The problem is that testing for 'directory exists' is inefficient, because a call must be made to the OS file manager --possibly invoking a read of the physical disk-- for each and every HTTP request, unless steps are taken to prevent that.

So, I'd suggest 'listing' any directories that you know exist and using a 'skip rule' construct, so as to avoid doing that filesystem check whenever possible:


# Skip next rule if known or existing subdirectory, or if no trailing slash
RewriteCond %{REQUEST_URI} ^/(w3c/¦forum/¦stats/¦cgi-bin/¦.*[^/])$ [OR]
RewriteCond %{REQUEST_FILENAME} -d
RewriteRule ^ - [S=1]
# Externally redirect to remove trailing slash if not an existing subdirectory
RewriteRule ^(.+)/$ http://example.com/$1 [R=301,L]

Replace broken pipe "¦" characters with solid pipes...

Jim

jorg

9:15 pm on May 20, 2009 (gmt 0)

10+ Year Member



Ah, that worked perfect. Could you explain what I'm doing wrong with:

RewriteRule ^page/(.+)$ page?search=$1&submit=submit [L]

As I said in my original post, I want 'example.com/page?search=answer&submit=submit' to appear as 'example.com/page/answer'.

As it is, it doesn't seem to have any affect.

Also what exactly does 'RewriteRule ^ - [S=1]' do? Could you direct me to a proper guide explaining the parameters for RewriteCond and RewriteRule?

Thank you jdMorgan.

jdMorgan

1:07 am on May 21, 2009 (gmt 0)

WebmasterWorld Senior Member 10+ Year Member



There are several 'proper guides' cited in our Apache Forum Charter [webmasterworld.com].

There's nothing apparently wrong with your code. So...
How did you test it? (What did you type in?)
What results did you expect?
What results did you get?
How did the actual results differ from those that you expected?

Jim

jorg

3:28 am on May 21, 2009 (gmt 0)

10+ Year Member



The result I expected was to have
example.com/page?search=answer&submit=submit
appear as
example.com/page/answer

I had a typo in my test, it does work, I can now access the page from both URLs. So the problem left is that when the user submits the form on example.com/page, it goes to example.com/page?search=answer&submit=submit and not example.com/page/answer.

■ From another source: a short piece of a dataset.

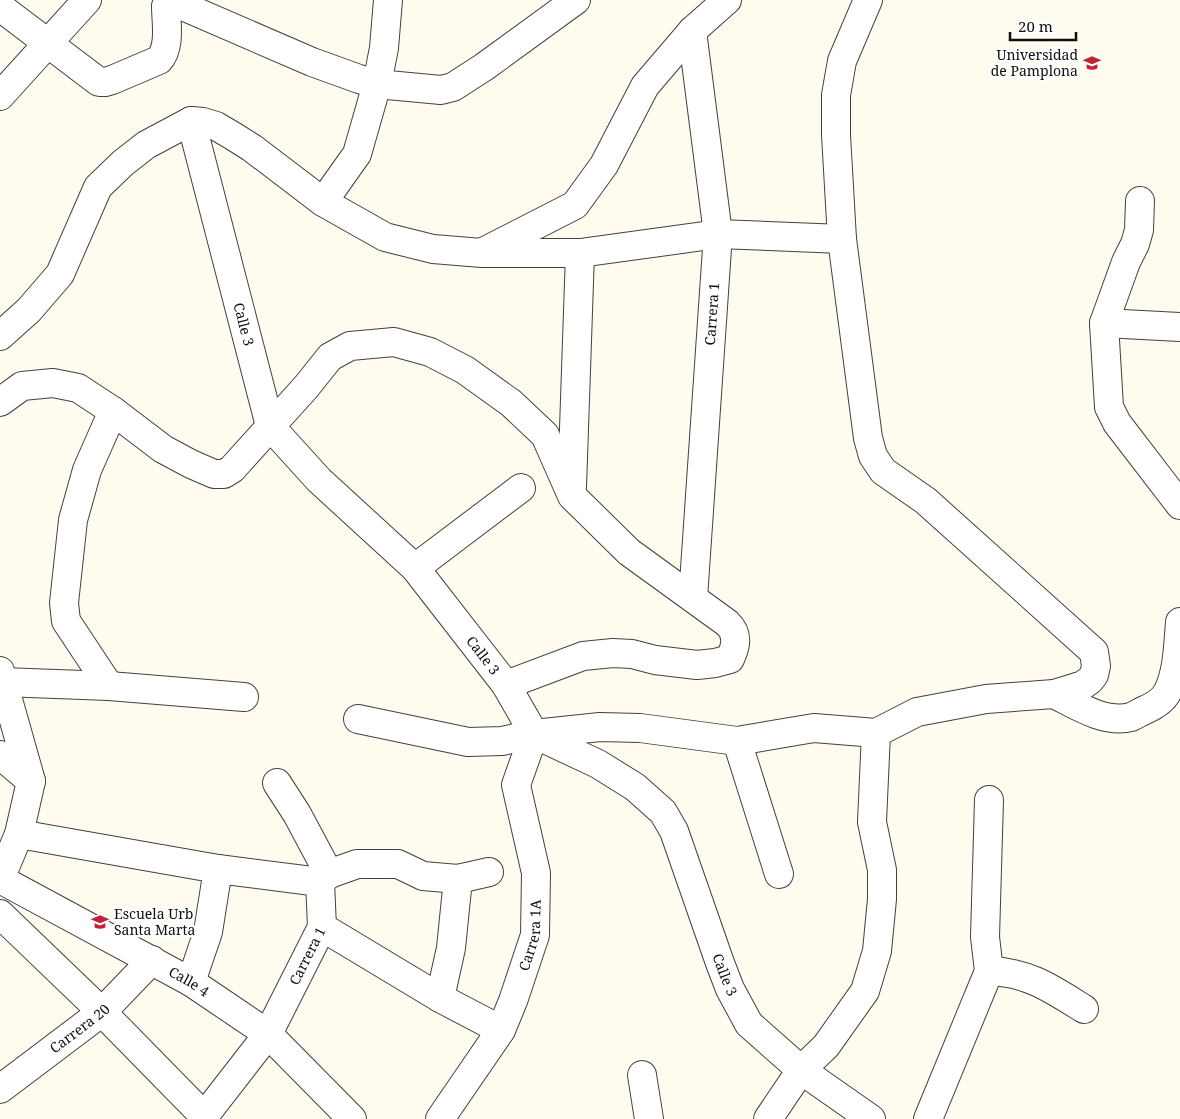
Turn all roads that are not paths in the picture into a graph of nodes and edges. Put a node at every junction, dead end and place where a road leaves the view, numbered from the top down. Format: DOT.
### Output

So what I would like is to have example.com/page?search=answer&submit=submit redirect to example.com/page/answer. But if I do that then the user is going to see example.com/page?search=answer&submit=submit in the address bar first, then it'll redirect? I'd like example.com/page?search=answer&submit=submit never to be shown to the user at all.

jorg

6:24 am on May 21, 2009 (gmt 0)

10+ Year Member



I figured out how to do it through php. It was really simple. Check the header, if match is found, rewrite header.

preg_match("/page\?answer=(.+)&submit=submit/", $_SERVER['REQUEST_URI'], $match);

if($match[1])
{
header('Location: http://example.com/page/'.$match[1]);
}

Thanks again for all your help jdMorgan. :)

g1smd

10:15 am on May 21, 2009 (gmt 0)

WebmasterWorld Senior Member 10+ Year Member Top Contributors Of The Month



That gives a 302 redirect (it's not a rewrite), so you're creating a problem there.

To be clear on "rewrites" - a rewrite does not 'make' a URL. URLs are defined by the links on webpages. After a link is clicked, the browser sends the URL information to the server, and the server uses it to fetch the file. A rewrite changes the server path to get the data from a different place.

jorg

10:32 am on May 21, 2009 (gmt 0)

10+ Year Member



lol, just looked at how I coded that, pretty tired, I'll ignore it (no edit button).

@g1smd: The type of redirect didn't even come to mind. I'll try to figure out how to do it with a rewrite tomorrow, bedtime for me.

jorg

7:12 pm on May 21, 2009 (gmt 0)

10+ Year Member



I also noticed another problem, I have an http headers check on my server. If the user inputs: domain.tld/page

It goes to example.com/headers/domain.tld/page

Then it gets a 404. :x

g1smd

7:22 pm on May 21, 2009 (gmt 0)

WebmasterWorld Senior Member 10+ Year Member Top Contributors Of The Month



*** "It goes to" ***

Use Live HTTP Headers for Firefox to see "how" it "goes" there.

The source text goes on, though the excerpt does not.